(Saved data entries)
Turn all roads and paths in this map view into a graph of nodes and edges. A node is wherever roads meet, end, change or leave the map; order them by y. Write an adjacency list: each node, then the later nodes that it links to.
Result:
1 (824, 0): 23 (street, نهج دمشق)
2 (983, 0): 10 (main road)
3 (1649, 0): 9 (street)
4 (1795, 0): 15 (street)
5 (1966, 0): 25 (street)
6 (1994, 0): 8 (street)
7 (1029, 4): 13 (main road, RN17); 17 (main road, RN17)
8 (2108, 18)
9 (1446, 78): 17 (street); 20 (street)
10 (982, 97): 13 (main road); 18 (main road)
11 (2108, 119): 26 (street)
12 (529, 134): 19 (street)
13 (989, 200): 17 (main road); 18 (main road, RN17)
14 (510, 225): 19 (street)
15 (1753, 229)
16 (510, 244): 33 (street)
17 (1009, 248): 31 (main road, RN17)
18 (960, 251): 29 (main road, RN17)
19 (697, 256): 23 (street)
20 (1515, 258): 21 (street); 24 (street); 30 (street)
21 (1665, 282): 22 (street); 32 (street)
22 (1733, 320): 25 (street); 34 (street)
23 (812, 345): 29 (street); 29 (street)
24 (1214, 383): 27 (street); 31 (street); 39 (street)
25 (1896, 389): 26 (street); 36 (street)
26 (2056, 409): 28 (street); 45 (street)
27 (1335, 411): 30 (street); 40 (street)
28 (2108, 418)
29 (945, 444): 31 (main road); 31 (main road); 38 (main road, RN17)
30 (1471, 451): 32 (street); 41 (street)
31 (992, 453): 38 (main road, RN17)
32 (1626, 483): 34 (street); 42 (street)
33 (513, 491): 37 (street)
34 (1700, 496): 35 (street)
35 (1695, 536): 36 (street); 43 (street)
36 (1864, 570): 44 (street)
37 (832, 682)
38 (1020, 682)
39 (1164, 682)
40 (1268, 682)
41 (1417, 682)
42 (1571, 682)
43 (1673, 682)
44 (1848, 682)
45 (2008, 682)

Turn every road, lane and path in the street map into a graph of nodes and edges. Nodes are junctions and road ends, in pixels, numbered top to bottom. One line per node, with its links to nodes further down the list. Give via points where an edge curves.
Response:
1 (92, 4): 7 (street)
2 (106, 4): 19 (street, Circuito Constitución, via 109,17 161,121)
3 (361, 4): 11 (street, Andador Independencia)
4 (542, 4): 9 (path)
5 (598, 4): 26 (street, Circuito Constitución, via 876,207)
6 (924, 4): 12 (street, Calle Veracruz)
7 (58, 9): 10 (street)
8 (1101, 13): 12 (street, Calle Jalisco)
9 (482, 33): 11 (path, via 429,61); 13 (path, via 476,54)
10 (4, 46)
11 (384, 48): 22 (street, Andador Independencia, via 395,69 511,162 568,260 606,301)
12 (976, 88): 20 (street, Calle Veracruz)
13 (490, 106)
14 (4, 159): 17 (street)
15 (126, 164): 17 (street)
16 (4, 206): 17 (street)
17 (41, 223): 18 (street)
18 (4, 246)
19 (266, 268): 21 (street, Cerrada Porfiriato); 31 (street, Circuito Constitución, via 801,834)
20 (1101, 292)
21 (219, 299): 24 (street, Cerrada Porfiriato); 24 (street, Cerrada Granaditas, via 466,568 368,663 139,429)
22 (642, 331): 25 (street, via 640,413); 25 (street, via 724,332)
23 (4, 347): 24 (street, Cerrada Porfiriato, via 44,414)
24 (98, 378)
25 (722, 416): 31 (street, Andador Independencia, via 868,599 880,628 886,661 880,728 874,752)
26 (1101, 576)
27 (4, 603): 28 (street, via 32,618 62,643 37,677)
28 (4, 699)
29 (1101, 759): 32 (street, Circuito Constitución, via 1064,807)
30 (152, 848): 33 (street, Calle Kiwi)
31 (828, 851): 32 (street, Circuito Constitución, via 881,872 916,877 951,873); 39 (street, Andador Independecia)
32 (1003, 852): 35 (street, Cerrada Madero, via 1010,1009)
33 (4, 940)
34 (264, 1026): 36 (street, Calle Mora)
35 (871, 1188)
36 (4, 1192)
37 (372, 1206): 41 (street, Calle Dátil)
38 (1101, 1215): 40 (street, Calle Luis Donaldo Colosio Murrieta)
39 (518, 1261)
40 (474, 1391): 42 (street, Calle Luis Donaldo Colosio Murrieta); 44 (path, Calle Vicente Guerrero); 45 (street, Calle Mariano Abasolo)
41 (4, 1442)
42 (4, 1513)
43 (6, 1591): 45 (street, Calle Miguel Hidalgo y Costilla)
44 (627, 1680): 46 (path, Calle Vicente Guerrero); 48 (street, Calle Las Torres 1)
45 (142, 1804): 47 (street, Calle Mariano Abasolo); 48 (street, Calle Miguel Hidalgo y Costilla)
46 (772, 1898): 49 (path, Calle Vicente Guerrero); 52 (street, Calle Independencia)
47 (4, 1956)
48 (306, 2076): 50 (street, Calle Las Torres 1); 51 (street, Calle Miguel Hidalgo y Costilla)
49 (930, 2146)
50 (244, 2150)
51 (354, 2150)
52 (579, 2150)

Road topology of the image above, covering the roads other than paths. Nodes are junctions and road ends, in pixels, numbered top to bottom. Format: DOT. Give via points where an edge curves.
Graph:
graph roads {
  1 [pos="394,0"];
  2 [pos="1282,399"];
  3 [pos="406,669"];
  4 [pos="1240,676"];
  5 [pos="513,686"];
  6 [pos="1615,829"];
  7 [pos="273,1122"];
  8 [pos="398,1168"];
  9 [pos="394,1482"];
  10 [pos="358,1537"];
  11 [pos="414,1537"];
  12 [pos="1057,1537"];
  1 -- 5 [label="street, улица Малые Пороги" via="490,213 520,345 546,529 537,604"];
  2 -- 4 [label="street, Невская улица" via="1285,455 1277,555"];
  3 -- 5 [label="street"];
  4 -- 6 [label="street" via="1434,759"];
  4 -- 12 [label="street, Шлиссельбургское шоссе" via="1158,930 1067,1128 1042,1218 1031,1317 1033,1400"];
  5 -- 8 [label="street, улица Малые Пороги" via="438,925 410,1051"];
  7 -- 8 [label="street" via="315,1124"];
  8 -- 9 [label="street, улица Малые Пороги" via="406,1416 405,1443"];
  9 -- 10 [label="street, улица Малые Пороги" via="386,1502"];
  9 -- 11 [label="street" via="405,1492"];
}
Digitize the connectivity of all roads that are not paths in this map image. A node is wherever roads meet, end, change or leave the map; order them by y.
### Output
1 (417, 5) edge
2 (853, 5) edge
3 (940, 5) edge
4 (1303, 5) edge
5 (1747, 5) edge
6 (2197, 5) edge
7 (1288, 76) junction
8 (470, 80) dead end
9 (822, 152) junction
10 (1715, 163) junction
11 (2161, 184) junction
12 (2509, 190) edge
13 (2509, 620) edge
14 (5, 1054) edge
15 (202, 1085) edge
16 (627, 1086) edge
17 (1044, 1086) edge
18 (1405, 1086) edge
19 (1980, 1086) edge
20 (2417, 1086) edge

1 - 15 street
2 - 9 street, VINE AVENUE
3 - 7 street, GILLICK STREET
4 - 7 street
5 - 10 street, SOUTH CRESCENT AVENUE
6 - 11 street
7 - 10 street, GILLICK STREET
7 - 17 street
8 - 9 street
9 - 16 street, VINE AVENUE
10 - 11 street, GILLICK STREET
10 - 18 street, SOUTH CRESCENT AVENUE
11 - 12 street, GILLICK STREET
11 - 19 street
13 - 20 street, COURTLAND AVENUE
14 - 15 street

Instructions to follow: Take the data above and return it exactly.

Solution below:
Turn all roads and paths in this map view into a graph of nodes and edges. A node is wherever roads meet, end, change or leave the map; order them by y. Write an adjacency list: each node, then the later nodes that it links to.
Result:
1 (824, 0): 23 (street, نهج دمشق)
2 (983, 0): 10 (main road)
3 (1649, 0): 9 (street)
4 (1795, 0): 15 (street)
5 (1966, 0): 25 (street)
6 (1994, 0): 8 (street)
7 (1029, 4): 13 (main road, RN17); 17 (main road, RN17)
8 (2108, 18)
9 (1446, 78): 17 (street); 20 (street)
10 (982, 97): 13 (main road); 18 (main road)
11 (2108, 119): 26 (street)
12 (529, 134): 19 (street)
13 (989, 200): 17 (main road); 18 (main road, RN17)
14 (510, 225): 19 (street)
15 (1753, 229)
16 (510, 244): 33 (street)
17 (1009, 248): 31 (main road, RN17)
18 (960, 251): 29 (main road, RN17)
19 (697, 256): 23 (street)
20 (1515, 258): 21 (street); 24 (street); 30 (street)
21 (1665, 282): 22 (street); 32 (street)
22 (1733, 320): 25 (street); 34 (street)
23 (812, 345): 29 (street); 29 (street)
24 (1214, 383): 27 (street); 31 (street); 39 (street)
25 (1896, 389): 26 (street); 36 (street)
26 (2056, 409): 28 (street); 45 (street)
27 (1335, 411): 30 (street); 40 (street)
28 (2108, 418)
29 (945, 444): 31 (main road); 31 (main road); 38 (main road, RN17)
30 (1471, 451): 32 (street); 41 (street)
31 (992, 453): 38 (main road, RN17)
32 (1626, 483): 34 (street); 42 (street)
33 (513, 491): 37 (street)
34 (1700, 496): 35 (street)
35 (1695, 536): 36 (street); 43 (street)
36 (1864, 570): 44 (street)
37 (832, 682)
38 (1020, 682)
39 (1164, 682)
40 (1268, 682)
41 (1417, 682)
42 (1571, 682)
43 (1673, 682)
44 (1848, 682)
45 (2008, 682)

Turn every road, lane and path in the street map into a graph of nodes and edges. Nodes are junctions and road ends, in pixels, numbered top to bottom. One line per node, with its links to nodes further down the list. Give via points where an edge curves.
Response:
1 (92, 4): 7 (street)
2 (106, 4): 19 (street, Circuito Constitución, via 109,17 161,121)
3 (361, 4): 11 (street, Andador Independencia)
4 (542, 4): 9 (path)
5 (598, 4): 26 (street, Circuito Constitución, via 876,207)
6 (924, 4): 12 (street, Calle Veracruz)
7 (58, 9): 10 (street)
8 (1101, 13): 12 (street, Calle Jalisco)
9 (482, 33): 11 (path, via 429,61); 13 (path, via 476,54)
10 (4, 46)
11 (384, 48): 22 (street, Andador Independencia, via 395,69 511,162 568,260 606,301)
12 (976, 88): 20 (street, Calle Veracruz)
13 (490, 106)
14 (4, 159): 17 (street)
15 (126, 164): 17 (street)
16 (4, 206): 17 (street)
17 (41, 223): 18 (street)
18 (4, 246)
19 (266, 268): 21 (street, Cerrada Porfiriato); 31 (street, Circuito Constitución, via 801,834)
20 (1101, 292)
21 (219, 299): 24 (street, Cerrada Porfiriato); 24 (street, Cerrada Granaditas, via 466,568 368,663 139,429)
22 (642, 331): 25 (street, via 640,413); 25 (street, via 724,332)
23 (4, 347): 24 (street, Cerrada Porfiriato, via 44,414)
24 (98, 378)
25 (722, 416): 31 (street, Andador Independencia, via 868,599 880,628 886,661 880,728 874,752)
26 (1101, 576)
27 (4, 603): 28 (street, via 32,618 62,643 37,677)
28 (4, 699)
29 (1101, 759): 32 (street, Circuito Constitución, via 1064,807)
30 (152, 848): 33 (street, Calle Kiwi)
31 (828, 851): 32 (street, Circuito Constitución, via 881,872 916,877 951,873); 39 (street, Andador Independecia)
32 (1003, 852): 35 (street, Cerrada Madero, via 1010,1009)
33 (4, 940)
34 (264, 1026): 36 (street, Calle Mora)
35 (871, 1188)
36 (4, 1192)
37 (372, 1206): 41 (street, Calle Dátil)
38 (1101, 1215): 40 (street, Calle Luis Donaldo Colosio Murrieta)
39 (518, 1261)
40 (474, 1391): 42 (street, Calle Luis Donaldo Colosio Murrieta); 44 (path, Calle Vicente Guerrero); 45 (street, Calle Mariano Abasolo)
41 (4, 1442)
42 (4, 1513)
43 (6, 1591): 45 (street, Calle Miguel Hidalgo y Costilla)
44 (627, 1680): 46 (path, Calle Vicente Guerrero); 48 (street, Calle Las Torres 1)
45 (142, 1804): 47 (street, Calle Mariano Abasolo); 48 (street, Calle Miguel Hidalgo y Costilla)
46 (772, 1898): 49 (path, Calle Vicente Guerrero); 52 (street, Calle Independencia)
47 (4, 1956)
48 (306, 2076): 50 (street, Calle Las Torres 1); 51 (street, Calle Miguel Hidalgo y Costilla)
49 (930, 2146)
50 (244, 2150)
51 (354, 2150)
52 (579, 2150)

Road topology of the image above, covering the roads other than paths. Nodes are junctions and road ends, in pixels, numbered top to bottom. Format: DOT. Give via points where an edge curves.
Graph:
graph roads {
  1 [pos="394,0"];
  2 [pos="1282,399"];
  3 [pos="406,669"];
  4 [pos="1240,676"];
  5 [pos="513,686"];
  6 [pos="1615,829"];
  7 [pos="273,1122"];
  8 [pos="398,1168"];
  9 [pos="394,1482"];
  10 [pos="358,1537"];
  11 [pos="414,1537"];
  12 [pos="1057,1537"];
  1 -- 5 [label="street, улица Малые Пороги" via="490,213 520,345 546,529 537,604"];
  2 -- 4 [label="street, Невская улица" via="1285,455 1277,555"];
  3 -- 5 [label="street"];
  4 -- 6 [label="street" via="1434,759"];
  4 -- 12 [label="street, Шлиссельбургское шоссе" via="1158,930 1067,1128 1042,1218 1031,1317 1033,1400"];
  5 -- 8 [label="street, улица Малые Пороги" via="438,925 410,1051"];
  7 -- 8 [label="street" via="315,1124"];
  8 -- 9 [label="street, улица Малые Пороги" via="406,1416 405,1443"];
  9 -- 10 [label="street, улица Малые Пороги" via="386,1502"];
  9 -- 11 [label="street" via="405,1492"];
}
Digitize the connectivity of all roads that are not paths in this map image. A node is wherever roads meet, end, change or leave the map; order them by y.
### Output
1 (417, 5) edge
2 (853, 5) edge
3 (940, 5) edge
4 (1303, 5) edge
5 (1747, 5) edge
6 (2197, 5) edge
7 (1288, 76) junction
8 (470, 80) dead end
9 (822, 152) junction
10 (1715, 163) junction
11 (2161, 184) junction
12 (2509, 190) edge
13 (2509, 620) edge
14 (5, 1054) edge
15 (202, 1085) edge
16 (627, 1086) edge
17 (1044, 1086) edge
18 (1405, 1086) edge
19 (1980, 1086) edge
20 (2417, 1086) edge

1 - 15 street
2 - 9 street, VINE AVENUE
3 - 7 street, GILLICK STREET
4 - 7 street
5 - 10 street, SOUTH CRESCENT AVENUE
6 - 11 street
7 - 10 street, GILLICK STREET
7 - 17 street
8 - 9 street
9 - 16 street, VINE AVENUE
10 - 11 street, GILLICK STREET
10 - 18 street, SOUTH CRESCENT AVENUE
11 - 12 street, GILLICK STREET
11 - 19 street
13 - 20 street, COURTLAND AVENUE
14 - 15 street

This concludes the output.